Contractors – Construction Liens – Maine
Note: This summary is not intended to be an all inclusive discussion of Maine’s construction or mechanic’s lien laws, but does include basic provisions.
What is a construction or mechanic’s lien?
Every State permits a person who supplies labor or materials for a construction project to claim a lien against the improved property. While some states differ in their definition of improvements and some states limit lien claims to buildings or structures, most permit the filing of a document with the local court that puts parties interested in the property on notice that the party asserting the lien has a claim. States differ widely in the method and time within which a party may act on their lien. Also varying widely are the requirements of written notices between property owners, contractors, subcontractors and laborers, and in some cases lending institutions. As a general rule, these statutes serve to prevent unpleasant surprises by compelling parties who wish to assert their legal rights to put all parties who might be interested in the property on notice of a claim or the possibility of a claim. This by no means constitutes a complete discussion of construction lien law and should not be interpreted as such. Parties seeking to know more about construction laws in their State should always consult their State statutes directly.
Who can file a lien in this State?
Maine law permits any party who performs labor or furnishes labor, or materials, for the purposes of erecting, altering, moving, or repairing, a house or building, including a wharf or pier, by virtue of a contract with the consent of the owner, to claim a lien. M.R.S.A. § 3251.
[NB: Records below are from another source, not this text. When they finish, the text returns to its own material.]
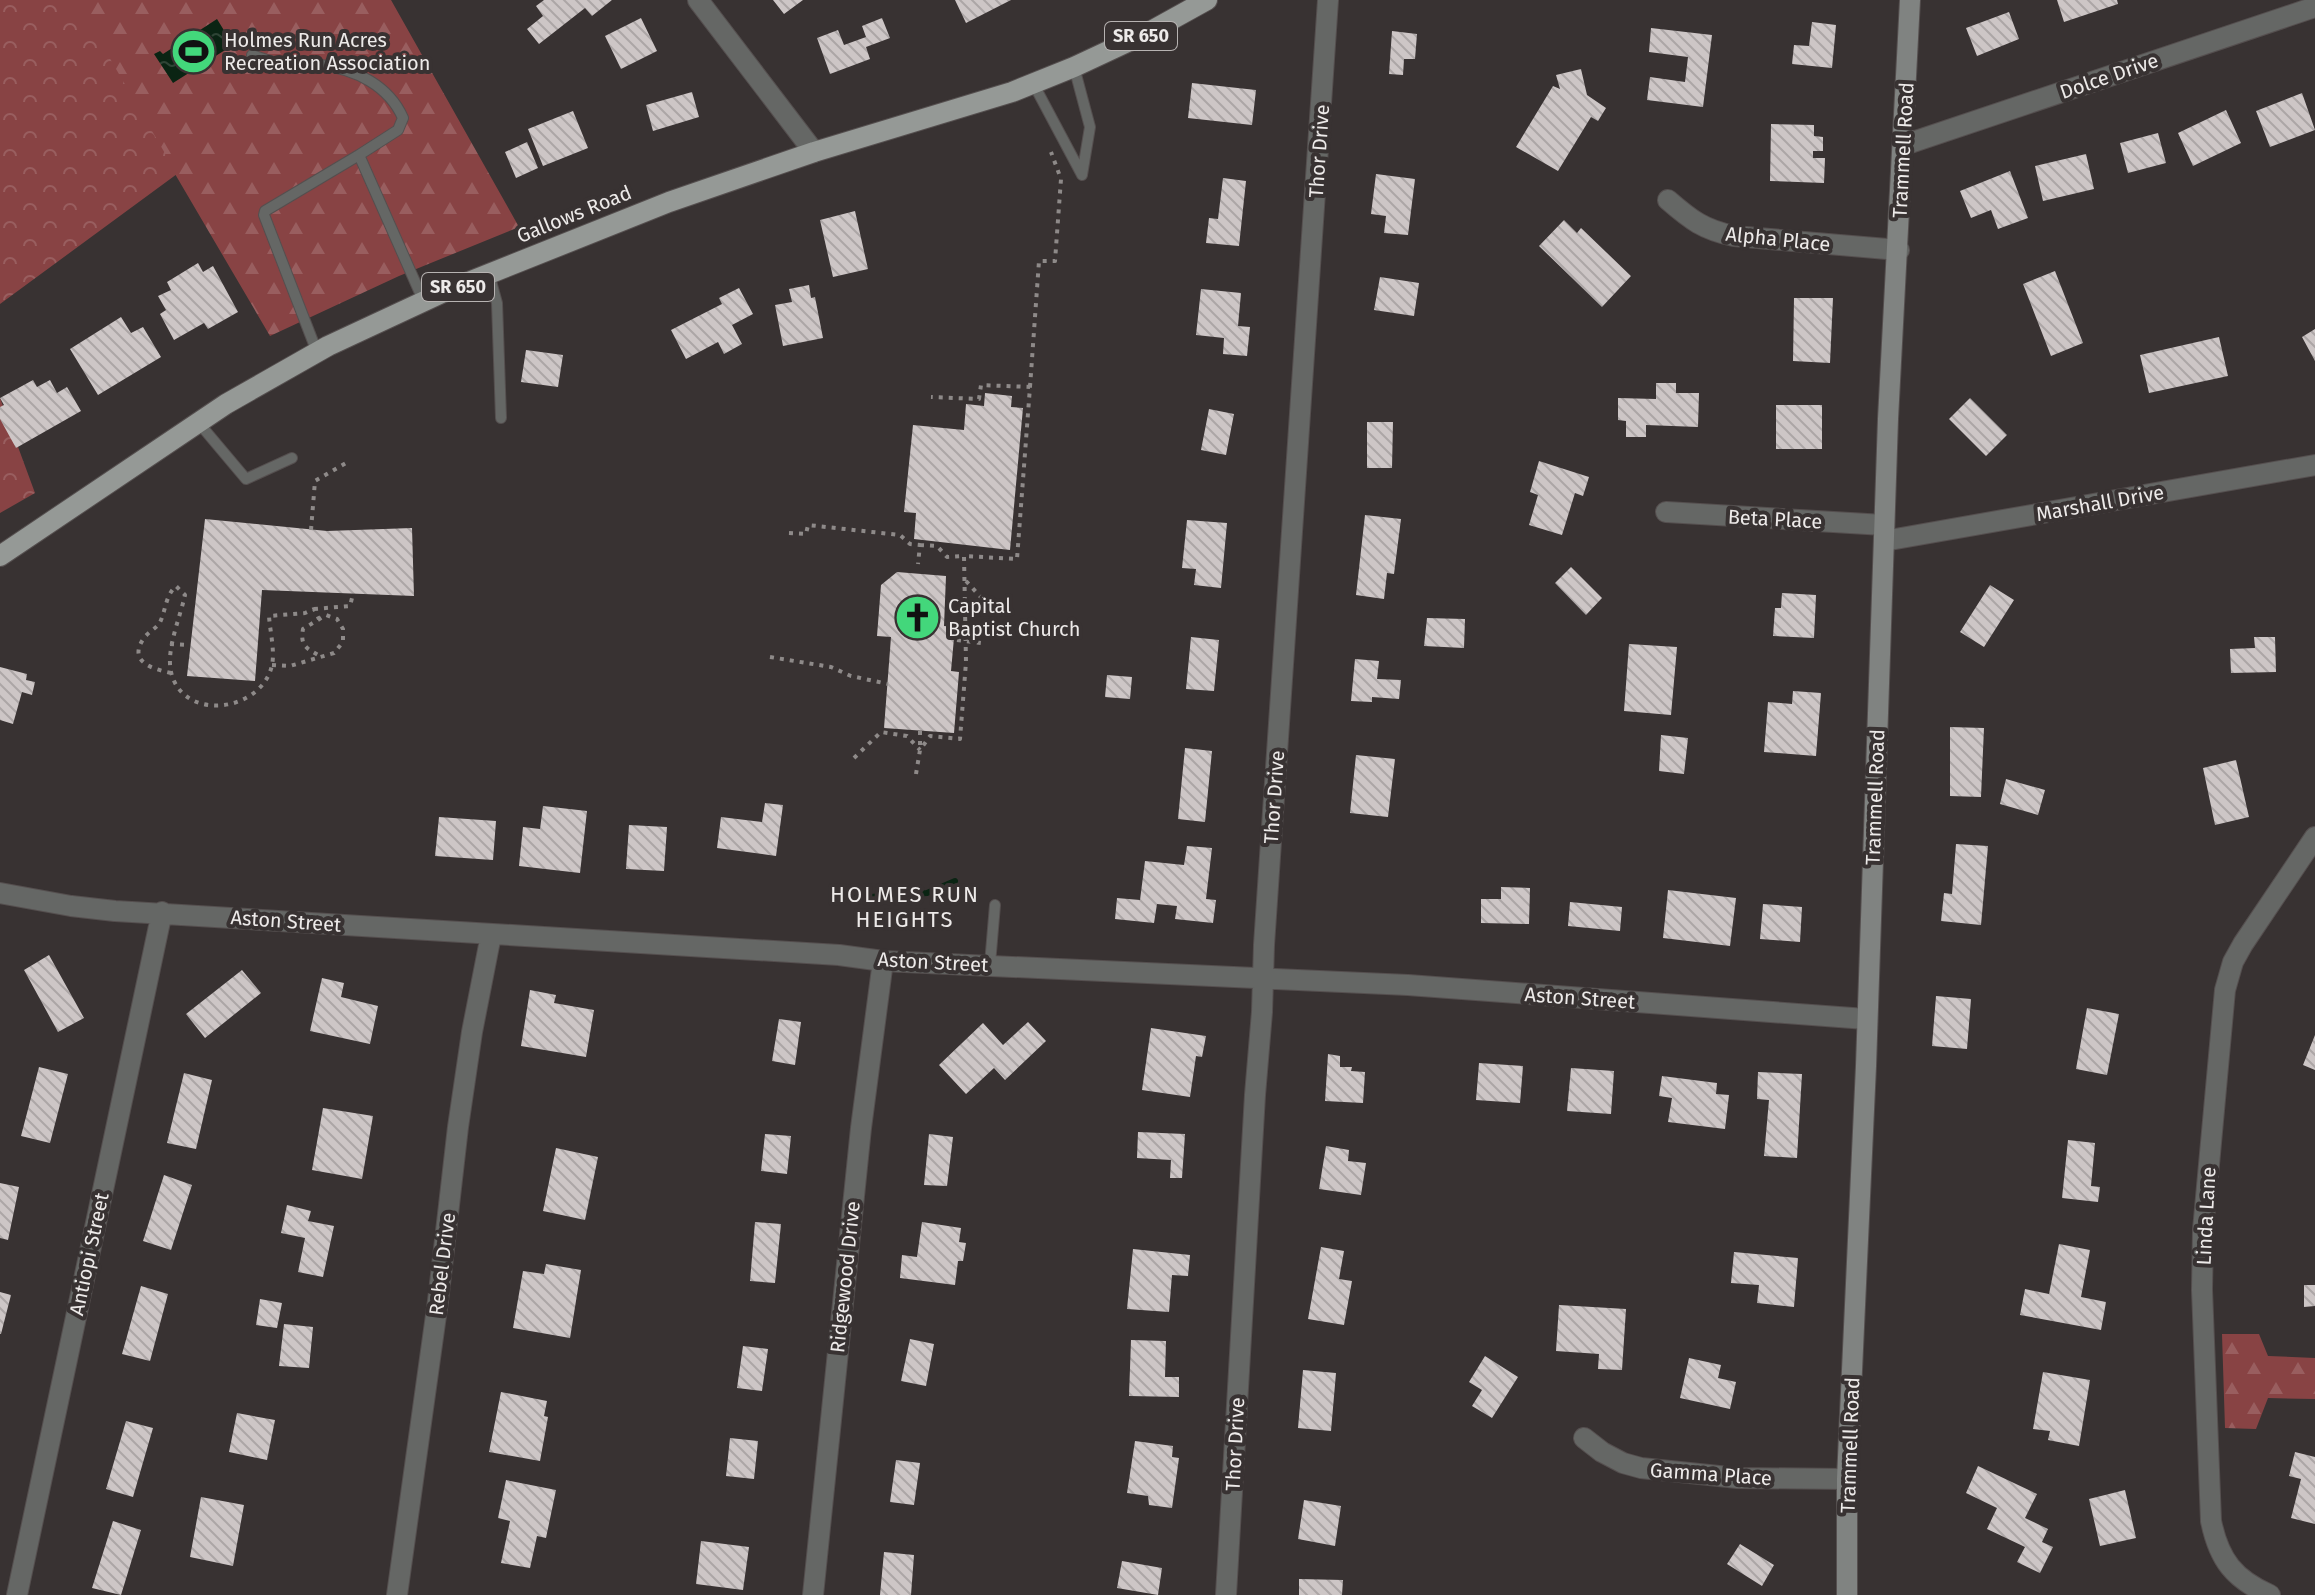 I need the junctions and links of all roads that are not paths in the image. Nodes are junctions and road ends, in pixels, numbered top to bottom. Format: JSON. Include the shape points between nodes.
{"nodes":[{"id":1,"x":698,"y":0,"type":"edge"},
{"id":2,"x":1207,"y":0,"type":"edge"},
{"id":3,"x":1328,"y":0,"type":"edge"},
{"id":4,"x":1910,"y":0,"type":"edge"},
{"id":5,"x":2315,"y":7,"type":"edge"},
{"id":6,"x":252,"y":55,"type":"dead end"},
{"id":7,"x":1074,"y":67,"type":"junction"},
{"id":8,"x":1033,"y":83,"type":"junction"},
{"id":9,"x":1904,"y":145,"type":"junction"},
{"id":10,"x":814,"y":152,"type":"junction"},
{"id":11,"x":359,"y":155,"type":"junction"},
{"id":12,"x":1668,"y":200,"type":"dead end"},
{"id":13,"x":1899,"y":250,"type":"junction"},
{"id":14,"x":489,"y":274,"type":"junction"},
{"id":15,"x":424,"y":302,"type":"junction"},
{"id":16,"x":317,"y":352,"type":"junction"},
{"id":17,"x":501,"y":418,"type":"dead end"},
{"id":18,"x":198,"y":422,"type":"junction"},
{"id":19,"x":292,"y":458,"type":"dead end"},
{"id":20,"x":2315,"y":465,"type":"edge"},
{"id":21,"x":1666,"y":512,"type":"dead end"},
{"id":22,"x":1884,"y":533,"type":"junction"},
{"id":23,"x":0,"y":556,"type":"edge"},
{"id":24,"x":2315,"y":837,"type":"edge"},
{"id":25,"x":0,"y":893,"type":"edge"},
{"id":26,"x":995,"y":905,"type":"dead end"},
{"id":27,"x":162,"y":912,"type":"junction"},
{"id":28,"x":491,"y":935,"type":"junction"},
{"id":29,"x":883,"y":961,"type":"junction"},
{"id":30,"x":990,"y":964,"type":"junction"},
{"id":31,"x":1263,"y":978,"type":"junction"},
{"id":32,"x":1866,"y":1019,"type":"junction"},
{"id":33,"x":1584,"y":1438,"type":"dead end"},
{"id":34,"x":1847,"y":1479,"type":"junction"},
{"id":35,"x":17,"y":1595,"type":"edge"},
{"id":36,"x":397,"y":1595,"type":"edge"},
{"id":37,"x":813,"y":1595,"type":"edge"},
{"id":38,"x":1226,"y":1595,"type":"edge"},
{"id":39,"x":1847,"y":1595,"type":"edge"},
{"id":40,"x":2270,"y":1595,"type":"edge"}],
"edges":[{"from":1,"to":10,"type":"street"},
{"from":2,"to":7,"type":"main road","name":"Gallows Road","number":"SR 650"},
{"from":3,"to":31,"type":"street","name":"Thor Drive"},
{"from":4,"to":9,"type":"street","name":"Trammell Road"},
{"from":5,"to":9,"type":"street","name":"Dolce Drive"},
{"from":6,"to":11,"type":"lane","via":[[288,65],[338,68],[380,87],[403,118],[398,130]]},
{"from":7,"to":8,"type":"main road","name":"Gallows Road","number":"SR 650"},
{"from":7,"to":8,"type":"lane","via":[[1090,127],[1082,175]]},
{"from":8,"to":10,"type":"main road","name":"Gallows Road","number":"SR 650"},
{"from":9,"to":13,"type":"street","name":"Trammell Road"},
{"from":10,"to":14,"type":"main road","name":"Gallows Road","number":"SR 650","via":[[669,202]]},
{"from":11,"to":15,"type":"lane"},
{"from":11,"to":16,"type":"lane","via":[[264,215]]},
{"from":12,"to":13,"type":"street","name":"Alpha Place","via":[[1692,222],[1734,236]]},
{"from":13,"to":22,"type":"street","name":"Trammell Road"},
{"from":14,"to":15,"type":"main road","name":"Gallows Road","number":"SR 650"},
{"from":14,"to":17,"type":"lane","via":[[497,303]]},
{"from":15,"to":16,"type":"main road","name":"Gallows Road","number":"SR 650"},
{"from":16,"to":18,"type":"main road","name":"Gallows Road","number":"SR 650"},
{"from":18,"to":19,"type":"lane","via":[[246,479]]},
{"from":18,"to":23,"type":"main road","name":"Gallows Road","number":"SR 650"},
{"from":20,"to":22,"type":"street","name":"Marshall Drive"},
{"from":21,"to":22,"type":"street","name":"Beta Place"},
{"from":22,"to":32,"type":"street","name":"Trammell Road"},
{"from":24,"to":40,"type":"street","name":"Linda Lane","via":[[2243,944],[2225,990],[2203,1230],[2211,1521],[2215,1541],[2237,1576]]},
{"from":25,"to":27,"type":"street","name":"Aston Street","via":[[71,906]]},
{"from":26,"to":30,"type":"lane"},
{"from":27,"to":28,"type":"street","name":"Aston Street"},
{"from":27,"to":35,"type":"street","name":"Antiopi Street"},
{"from":28,"to":29,"type":"street","name":"Aston Street"},
{"from":28,"to":36,"type":"street","name":"Rebel Drive","via":[[458,1127]]},
{"from":29,"to":30,"type":"street","name":"Aston Street"},
{"from":29,"to":37,"type":"street","name":"Ridgewood Drive"},
{"from":30,"to":31,"type":"street","name":"Aston Street"},
{"from":31,"to":32,"type":"street","name":"Aston Street"},
{"from":31,"to":38,"type":"street","name":"Thor Drive"},
{"from":32,"to":34,"type":"street","name":"Trammell Road"},
{"from":33,"to":34,"type":"street","name":"Gamma Place","via":[[1602,1452],[1641,1468],[1738,1478]]},
{"from":34,"to":39,"type":"street","name":"Trammell Road"}]}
How long does a party have to file a lien?
The liens mentioned in § 3251- § 3254 may be preserved and enforced by action against the debtor and owner of the property affected by filing an action against the debtor and owner within 120 days after the last labor, services, or materials are provided. M.R.S.A. § 3255.
Are liens assignable?
Maine statutes on construction liens do not specifically speak to whether liens may be assigned to other parties.
Does this State require or provide for a notice from subcontractors and laborers to property owners?
Yes. A party that provides labor, materials, or services without a contract with the property owner risks losing his lien if the property owner sells the property. Although Maine law is extremely complex on this issue, as a general rule, when a party provides labor, materials, or services to a property owner without a contract with the owner(hereinafter called subcontractor), that party is generally entitled to a lien for the value of labor, materials, or services provided. However, the owner is entitled to claim as a defense that the subcontractor is only entitled to a lien for the amount of the balance remaining due on the contract between the owner and the principal contractor. This defense only applies, however, to sums paid from the owner to the contractor before the subcontractor files suit or provides a Notice to Owner. This Notice communicates to the owner that the owner has a responsibility to ensure that the subcontractor is paid or the owner may be required to pay the amount due twice.
In addition, Maine law states that If a party provides labor, materials, or services, without a contract with the property owner, that owner may use a written notice to deny responsibility for the improvements. However, Maine law allows a party to file a Notice of Furnishing within ninety (90) days after he ceases to provide labor, materials, or services. This Notice will preserve the lien claimant’s lien and must be filed with the register of deeds.
Does this State require or provide for a notice from the property owner to the contractor, subcontractor, or laborers?
No. Maine statutes do not require property owners to provide notices to contractors, subcontractors, or laborers.
Does this State require a notice prior to starting work, or after work has been completed?
No. Maine statutes do not require a Notice of Commencement or a Notice of Completion as in some other States.
Does this State permit a person with an interest in property to deny responsibility for improvements?
Yes. If labor, materials, or services were not furnished by a contract with the owner of the property affected, the owner may prevent a lien by giving written notice that the owner will not be held responsible. M.R.S.A. § 3252.
However, the lien claimant may preserve his lien by filing a Notice of Furnishing.
Is a notice attesting to the satisfaction of a lien provided for or required?
No. Maine law does not require a party who has had their lien satisfied to provide or file a Notice of Satisfaction. However, please see ME-08-09 Release of Lien as an example of a form that could be used by a lien holder to provide a property owner with documentation that the lien has been satisfied after payment in full.
By what method does the law of this State permit the release of a lien?
As stated above, Maine statutes have no specific provision for the release of a lien. However, please see M.R.S.A. § 3263, regarding the filing of a petition by the property owner requesting that the court order the lien holder to accept a bond and release the lien.